* Your goal: How many lines in the records below contain the string "Left"? Answer with the number alone.

Keypoint text descriptions
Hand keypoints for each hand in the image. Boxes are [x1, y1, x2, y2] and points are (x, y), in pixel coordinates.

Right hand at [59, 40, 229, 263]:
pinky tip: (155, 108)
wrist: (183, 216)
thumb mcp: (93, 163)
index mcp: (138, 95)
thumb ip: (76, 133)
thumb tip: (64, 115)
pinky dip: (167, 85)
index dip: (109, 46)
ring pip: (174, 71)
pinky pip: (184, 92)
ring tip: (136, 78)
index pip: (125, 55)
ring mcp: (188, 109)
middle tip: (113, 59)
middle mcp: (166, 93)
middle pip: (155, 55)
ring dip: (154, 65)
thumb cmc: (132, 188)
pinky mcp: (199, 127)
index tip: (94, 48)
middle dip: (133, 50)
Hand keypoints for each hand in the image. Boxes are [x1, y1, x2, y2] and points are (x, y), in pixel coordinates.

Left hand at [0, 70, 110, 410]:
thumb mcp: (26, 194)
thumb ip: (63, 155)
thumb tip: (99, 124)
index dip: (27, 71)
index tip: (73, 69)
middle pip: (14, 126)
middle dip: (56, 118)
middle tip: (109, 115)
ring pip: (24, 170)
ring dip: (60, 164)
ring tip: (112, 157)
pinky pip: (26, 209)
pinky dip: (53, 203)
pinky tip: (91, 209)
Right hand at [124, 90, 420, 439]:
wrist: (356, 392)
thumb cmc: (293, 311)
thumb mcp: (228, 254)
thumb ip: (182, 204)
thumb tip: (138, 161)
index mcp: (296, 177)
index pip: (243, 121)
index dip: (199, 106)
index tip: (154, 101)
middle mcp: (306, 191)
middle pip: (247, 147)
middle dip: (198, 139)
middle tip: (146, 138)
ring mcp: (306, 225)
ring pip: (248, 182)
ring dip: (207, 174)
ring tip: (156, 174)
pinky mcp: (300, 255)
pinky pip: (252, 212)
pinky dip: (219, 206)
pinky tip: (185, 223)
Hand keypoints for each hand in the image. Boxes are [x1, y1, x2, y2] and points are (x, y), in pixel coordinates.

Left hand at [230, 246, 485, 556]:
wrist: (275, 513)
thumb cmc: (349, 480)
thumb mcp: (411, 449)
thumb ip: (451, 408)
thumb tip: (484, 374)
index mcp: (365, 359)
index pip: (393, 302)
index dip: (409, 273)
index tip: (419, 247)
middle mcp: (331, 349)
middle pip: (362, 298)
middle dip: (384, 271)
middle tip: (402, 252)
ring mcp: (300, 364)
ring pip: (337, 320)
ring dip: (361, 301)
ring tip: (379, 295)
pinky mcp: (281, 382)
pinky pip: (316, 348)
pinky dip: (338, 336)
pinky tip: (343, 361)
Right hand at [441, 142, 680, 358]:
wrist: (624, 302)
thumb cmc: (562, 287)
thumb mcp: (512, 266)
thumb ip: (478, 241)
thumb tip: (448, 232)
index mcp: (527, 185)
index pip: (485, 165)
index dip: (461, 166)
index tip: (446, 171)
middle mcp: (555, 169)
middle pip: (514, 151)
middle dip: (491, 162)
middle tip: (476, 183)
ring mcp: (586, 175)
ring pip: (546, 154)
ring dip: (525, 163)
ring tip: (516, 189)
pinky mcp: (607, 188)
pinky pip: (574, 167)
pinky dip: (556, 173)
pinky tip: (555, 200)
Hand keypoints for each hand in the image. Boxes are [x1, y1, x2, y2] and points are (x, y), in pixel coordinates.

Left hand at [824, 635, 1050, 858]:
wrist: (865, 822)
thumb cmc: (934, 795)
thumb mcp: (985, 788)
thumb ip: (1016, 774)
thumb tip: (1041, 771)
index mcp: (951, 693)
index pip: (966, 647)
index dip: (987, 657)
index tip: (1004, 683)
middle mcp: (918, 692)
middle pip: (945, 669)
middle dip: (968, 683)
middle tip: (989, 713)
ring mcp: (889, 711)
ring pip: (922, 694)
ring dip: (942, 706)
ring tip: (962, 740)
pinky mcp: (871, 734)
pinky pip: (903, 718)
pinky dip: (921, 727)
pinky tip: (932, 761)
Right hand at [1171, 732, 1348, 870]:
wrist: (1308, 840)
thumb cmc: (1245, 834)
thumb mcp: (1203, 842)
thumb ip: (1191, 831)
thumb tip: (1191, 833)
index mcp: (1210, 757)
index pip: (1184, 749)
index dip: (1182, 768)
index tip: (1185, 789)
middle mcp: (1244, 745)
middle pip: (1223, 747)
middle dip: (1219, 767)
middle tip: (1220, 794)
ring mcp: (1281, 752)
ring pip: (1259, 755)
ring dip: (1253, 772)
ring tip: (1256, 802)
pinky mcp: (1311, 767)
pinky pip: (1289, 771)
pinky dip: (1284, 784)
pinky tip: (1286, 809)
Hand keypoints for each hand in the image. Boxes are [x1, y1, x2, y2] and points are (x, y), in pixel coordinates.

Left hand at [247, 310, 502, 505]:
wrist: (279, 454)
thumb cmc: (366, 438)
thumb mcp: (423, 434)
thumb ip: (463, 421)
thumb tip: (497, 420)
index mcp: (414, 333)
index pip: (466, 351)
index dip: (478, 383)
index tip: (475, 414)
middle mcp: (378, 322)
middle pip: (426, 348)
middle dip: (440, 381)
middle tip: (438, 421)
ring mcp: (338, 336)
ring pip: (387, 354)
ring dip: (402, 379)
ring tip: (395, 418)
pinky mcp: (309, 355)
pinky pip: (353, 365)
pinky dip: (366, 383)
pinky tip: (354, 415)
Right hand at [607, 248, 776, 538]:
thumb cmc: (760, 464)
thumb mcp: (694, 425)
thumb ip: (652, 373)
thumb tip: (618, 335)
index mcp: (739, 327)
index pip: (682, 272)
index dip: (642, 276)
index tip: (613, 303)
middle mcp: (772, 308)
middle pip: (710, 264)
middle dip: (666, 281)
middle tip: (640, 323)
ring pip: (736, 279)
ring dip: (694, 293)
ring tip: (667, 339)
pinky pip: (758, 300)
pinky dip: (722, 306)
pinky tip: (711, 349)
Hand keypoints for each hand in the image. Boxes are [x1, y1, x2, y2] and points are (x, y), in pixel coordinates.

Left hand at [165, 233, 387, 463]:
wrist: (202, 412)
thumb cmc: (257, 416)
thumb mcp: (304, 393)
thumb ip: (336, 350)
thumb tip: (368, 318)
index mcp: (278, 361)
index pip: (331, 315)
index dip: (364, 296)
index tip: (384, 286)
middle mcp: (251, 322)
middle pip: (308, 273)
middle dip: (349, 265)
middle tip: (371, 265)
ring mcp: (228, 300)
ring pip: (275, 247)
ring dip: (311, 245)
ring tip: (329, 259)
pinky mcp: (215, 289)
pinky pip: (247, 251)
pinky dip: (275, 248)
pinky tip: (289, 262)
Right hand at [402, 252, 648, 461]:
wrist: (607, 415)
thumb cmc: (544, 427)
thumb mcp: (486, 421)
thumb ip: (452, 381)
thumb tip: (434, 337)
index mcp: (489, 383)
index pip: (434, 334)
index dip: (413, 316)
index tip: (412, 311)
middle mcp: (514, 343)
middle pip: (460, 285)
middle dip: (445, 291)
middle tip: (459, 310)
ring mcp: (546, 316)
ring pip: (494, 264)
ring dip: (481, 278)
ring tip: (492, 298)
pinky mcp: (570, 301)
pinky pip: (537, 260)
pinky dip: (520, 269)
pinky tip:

* Task answer: 5